- Task description
Would you copy all lines in the data that contain the word "Viale"?
(The data)
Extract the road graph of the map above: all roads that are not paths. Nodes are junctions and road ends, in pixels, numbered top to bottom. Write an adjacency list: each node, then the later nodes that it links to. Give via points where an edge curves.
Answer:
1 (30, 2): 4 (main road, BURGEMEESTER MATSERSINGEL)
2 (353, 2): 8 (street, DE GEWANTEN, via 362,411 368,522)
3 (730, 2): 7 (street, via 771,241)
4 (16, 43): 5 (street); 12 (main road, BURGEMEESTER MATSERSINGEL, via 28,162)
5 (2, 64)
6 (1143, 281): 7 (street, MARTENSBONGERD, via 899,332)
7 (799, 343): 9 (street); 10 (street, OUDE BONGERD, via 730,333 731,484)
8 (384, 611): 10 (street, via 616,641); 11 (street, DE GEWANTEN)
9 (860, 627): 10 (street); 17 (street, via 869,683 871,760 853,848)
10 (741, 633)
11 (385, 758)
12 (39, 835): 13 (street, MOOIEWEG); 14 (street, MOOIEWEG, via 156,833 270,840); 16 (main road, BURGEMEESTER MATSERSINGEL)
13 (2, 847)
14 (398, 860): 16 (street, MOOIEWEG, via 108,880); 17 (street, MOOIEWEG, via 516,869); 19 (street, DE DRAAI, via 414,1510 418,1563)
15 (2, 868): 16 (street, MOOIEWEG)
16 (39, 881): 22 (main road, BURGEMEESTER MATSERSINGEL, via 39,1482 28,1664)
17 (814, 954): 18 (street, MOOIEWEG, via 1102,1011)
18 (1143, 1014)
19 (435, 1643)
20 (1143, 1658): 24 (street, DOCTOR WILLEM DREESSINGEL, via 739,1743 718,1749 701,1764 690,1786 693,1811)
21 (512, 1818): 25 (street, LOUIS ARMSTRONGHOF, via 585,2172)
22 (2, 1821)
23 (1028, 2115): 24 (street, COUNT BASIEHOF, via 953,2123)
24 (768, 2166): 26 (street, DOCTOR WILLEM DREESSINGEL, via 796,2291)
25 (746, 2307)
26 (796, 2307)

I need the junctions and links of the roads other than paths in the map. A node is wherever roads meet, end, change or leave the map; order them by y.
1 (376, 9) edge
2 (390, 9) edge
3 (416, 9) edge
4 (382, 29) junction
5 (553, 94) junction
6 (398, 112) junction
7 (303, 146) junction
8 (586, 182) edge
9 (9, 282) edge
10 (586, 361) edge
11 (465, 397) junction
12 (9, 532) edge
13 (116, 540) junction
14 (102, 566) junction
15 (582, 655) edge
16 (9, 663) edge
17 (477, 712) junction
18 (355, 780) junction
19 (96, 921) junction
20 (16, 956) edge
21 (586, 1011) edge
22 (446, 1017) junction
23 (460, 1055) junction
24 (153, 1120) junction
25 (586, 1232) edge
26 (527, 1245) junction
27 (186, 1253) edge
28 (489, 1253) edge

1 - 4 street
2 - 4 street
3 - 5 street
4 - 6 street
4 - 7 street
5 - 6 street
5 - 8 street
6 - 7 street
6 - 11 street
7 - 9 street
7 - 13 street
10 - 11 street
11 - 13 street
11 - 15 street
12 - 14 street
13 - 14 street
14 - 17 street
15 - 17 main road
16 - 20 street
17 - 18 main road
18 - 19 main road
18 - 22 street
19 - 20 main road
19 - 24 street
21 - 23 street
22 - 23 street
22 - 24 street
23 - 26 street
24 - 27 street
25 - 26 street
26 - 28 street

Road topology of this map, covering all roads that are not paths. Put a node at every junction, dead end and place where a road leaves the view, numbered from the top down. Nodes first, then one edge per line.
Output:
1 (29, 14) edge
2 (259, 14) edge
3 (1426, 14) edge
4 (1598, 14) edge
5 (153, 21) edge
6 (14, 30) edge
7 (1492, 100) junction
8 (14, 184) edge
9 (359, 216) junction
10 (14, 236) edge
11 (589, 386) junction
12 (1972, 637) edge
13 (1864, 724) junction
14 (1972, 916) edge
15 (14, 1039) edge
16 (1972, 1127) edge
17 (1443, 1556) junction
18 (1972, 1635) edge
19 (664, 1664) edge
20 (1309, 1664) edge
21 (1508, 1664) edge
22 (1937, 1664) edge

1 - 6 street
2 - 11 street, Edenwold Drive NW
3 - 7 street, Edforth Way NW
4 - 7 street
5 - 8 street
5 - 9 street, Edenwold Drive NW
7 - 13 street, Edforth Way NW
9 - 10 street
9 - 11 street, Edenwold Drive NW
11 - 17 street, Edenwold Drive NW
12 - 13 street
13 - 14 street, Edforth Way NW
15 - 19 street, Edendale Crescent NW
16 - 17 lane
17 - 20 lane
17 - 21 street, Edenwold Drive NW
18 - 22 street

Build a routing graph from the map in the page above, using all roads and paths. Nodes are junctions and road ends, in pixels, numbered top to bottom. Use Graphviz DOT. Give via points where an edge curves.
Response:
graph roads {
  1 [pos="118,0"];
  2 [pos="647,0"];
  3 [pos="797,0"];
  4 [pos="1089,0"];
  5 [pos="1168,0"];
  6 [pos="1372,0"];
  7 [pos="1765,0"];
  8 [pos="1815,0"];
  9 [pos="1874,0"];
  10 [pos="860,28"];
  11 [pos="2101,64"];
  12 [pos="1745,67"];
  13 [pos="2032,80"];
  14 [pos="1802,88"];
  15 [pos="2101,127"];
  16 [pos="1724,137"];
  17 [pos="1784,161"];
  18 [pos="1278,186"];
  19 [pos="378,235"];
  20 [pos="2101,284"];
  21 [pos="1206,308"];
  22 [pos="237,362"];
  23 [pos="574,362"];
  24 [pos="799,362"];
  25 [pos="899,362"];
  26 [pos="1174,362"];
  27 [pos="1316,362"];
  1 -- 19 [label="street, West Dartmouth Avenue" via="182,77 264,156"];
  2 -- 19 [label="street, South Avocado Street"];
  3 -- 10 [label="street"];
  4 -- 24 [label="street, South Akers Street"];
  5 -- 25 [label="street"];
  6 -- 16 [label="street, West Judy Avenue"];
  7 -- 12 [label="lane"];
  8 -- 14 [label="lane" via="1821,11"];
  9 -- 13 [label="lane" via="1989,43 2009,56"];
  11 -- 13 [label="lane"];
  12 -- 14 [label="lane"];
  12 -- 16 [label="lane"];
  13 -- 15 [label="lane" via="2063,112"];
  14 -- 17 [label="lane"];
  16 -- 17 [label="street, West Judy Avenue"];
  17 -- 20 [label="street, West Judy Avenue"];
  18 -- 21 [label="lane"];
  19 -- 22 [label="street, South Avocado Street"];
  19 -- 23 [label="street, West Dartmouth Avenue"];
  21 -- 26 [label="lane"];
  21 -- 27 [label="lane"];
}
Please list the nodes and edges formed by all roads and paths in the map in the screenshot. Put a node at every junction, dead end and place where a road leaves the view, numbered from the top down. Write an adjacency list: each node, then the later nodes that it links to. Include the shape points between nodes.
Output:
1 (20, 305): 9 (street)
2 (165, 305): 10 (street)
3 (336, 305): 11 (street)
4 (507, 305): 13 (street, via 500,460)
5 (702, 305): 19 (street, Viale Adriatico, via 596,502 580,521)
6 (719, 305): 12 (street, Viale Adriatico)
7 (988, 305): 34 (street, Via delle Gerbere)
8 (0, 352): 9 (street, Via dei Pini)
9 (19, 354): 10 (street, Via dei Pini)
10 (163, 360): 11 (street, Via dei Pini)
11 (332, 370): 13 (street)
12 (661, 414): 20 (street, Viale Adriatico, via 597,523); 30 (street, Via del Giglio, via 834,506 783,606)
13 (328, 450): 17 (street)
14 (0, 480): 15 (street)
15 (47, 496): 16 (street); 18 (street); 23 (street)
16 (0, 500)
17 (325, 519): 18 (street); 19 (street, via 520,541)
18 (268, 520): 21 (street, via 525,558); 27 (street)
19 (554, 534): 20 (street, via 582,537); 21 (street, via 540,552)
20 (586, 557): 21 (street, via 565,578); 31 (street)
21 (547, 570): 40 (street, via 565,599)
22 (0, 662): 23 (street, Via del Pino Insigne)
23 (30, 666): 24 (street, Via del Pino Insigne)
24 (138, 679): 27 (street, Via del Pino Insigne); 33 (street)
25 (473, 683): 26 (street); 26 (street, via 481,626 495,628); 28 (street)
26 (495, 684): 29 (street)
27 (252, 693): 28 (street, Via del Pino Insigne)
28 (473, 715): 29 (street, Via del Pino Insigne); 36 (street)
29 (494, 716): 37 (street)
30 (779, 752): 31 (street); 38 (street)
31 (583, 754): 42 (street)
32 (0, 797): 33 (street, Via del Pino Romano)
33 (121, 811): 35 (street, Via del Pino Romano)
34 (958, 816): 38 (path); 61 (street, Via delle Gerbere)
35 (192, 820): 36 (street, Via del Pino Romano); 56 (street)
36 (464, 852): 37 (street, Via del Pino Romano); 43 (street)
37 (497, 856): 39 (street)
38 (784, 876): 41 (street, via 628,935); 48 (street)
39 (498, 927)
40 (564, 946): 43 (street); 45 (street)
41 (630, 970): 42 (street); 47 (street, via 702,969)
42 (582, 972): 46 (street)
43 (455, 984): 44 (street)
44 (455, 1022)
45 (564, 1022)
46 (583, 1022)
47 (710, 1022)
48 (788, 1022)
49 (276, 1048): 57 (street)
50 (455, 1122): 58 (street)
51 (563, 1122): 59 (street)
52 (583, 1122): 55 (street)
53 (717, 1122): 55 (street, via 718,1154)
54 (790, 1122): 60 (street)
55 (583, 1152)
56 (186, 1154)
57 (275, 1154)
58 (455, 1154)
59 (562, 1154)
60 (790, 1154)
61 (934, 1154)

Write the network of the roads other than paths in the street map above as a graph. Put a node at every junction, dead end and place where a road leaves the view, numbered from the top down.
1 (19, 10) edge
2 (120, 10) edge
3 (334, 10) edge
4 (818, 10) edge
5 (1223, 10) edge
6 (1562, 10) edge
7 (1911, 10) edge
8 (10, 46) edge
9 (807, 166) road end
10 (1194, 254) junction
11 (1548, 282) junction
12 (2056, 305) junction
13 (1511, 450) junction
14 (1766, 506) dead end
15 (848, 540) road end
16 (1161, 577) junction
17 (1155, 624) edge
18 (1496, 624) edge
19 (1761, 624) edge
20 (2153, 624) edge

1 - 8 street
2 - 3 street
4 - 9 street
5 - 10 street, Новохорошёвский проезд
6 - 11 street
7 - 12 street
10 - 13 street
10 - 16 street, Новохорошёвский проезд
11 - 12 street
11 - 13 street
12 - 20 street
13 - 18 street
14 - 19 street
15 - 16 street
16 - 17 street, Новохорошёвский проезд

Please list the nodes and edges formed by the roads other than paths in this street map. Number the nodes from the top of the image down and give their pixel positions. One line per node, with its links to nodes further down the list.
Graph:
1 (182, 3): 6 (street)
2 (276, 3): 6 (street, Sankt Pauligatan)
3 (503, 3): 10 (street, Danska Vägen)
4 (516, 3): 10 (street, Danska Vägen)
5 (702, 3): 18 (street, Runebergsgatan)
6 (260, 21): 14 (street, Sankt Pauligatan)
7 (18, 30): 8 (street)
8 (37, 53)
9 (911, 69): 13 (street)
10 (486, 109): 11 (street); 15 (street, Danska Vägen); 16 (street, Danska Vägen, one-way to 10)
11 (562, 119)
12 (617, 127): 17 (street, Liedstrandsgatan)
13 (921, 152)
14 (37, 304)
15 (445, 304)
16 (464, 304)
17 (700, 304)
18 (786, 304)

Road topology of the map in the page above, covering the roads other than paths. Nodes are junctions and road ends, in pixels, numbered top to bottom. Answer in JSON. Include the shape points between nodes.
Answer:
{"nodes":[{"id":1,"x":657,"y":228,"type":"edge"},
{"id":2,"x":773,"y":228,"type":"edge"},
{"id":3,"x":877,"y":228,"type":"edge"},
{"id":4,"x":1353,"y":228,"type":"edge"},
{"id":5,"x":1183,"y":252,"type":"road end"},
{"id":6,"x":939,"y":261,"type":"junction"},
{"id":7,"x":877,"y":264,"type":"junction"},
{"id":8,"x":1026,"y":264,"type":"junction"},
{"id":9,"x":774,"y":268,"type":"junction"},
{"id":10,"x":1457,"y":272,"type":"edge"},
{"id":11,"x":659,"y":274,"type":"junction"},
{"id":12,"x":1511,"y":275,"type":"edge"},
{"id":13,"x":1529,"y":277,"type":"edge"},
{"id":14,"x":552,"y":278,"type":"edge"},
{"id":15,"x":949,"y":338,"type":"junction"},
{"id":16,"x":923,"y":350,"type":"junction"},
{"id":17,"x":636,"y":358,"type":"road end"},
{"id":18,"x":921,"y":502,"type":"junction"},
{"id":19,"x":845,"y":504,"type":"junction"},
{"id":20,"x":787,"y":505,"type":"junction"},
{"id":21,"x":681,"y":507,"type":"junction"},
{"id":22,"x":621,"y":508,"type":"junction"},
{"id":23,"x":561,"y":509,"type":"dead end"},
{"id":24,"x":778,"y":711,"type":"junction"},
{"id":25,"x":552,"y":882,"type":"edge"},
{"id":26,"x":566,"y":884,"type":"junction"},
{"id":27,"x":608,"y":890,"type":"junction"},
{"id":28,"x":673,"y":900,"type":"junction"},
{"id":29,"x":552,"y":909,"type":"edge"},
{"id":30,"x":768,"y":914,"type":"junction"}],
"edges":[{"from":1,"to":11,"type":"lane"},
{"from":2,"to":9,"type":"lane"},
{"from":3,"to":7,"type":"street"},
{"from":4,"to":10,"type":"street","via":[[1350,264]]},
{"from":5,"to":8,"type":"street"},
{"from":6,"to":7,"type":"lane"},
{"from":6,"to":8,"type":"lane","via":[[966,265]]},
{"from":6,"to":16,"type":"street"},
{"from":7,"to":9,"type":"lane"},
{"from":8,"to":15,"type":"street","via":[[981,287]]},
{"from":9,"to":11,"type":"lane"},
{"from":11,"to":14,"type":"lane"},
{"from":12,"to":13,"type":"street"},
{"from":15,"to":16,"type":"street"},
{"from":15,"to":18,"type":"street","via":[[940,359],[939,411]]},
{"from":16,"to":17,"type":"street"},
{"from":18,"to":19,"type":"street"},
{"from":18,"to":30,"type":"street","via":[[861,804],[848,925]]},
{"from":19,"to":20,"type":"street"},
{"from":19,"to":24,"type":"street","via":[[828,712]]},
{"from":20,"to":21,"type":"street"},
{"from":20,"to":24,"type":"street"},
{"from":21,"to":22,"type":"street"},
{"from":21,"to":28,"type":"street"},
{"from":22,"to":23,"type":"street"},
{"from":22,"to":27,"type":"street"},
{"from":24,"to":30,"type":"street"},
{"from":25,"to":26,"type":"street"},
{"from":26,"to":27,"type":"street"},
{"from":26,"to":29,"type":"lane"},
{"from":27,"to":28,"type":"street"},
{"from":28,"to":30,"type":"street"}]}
(End The data)
- Task answer
5 (702, 305): 19 (street, Viale Adriatico, via 596,502 580,521)
6 (719, 305): 12 (street, Viale Adriatico)
12 (661, 414): 20 (street, Viale Adriatico, via 597,523); 30 (street, Via del Giglio, via 834,506 783,606)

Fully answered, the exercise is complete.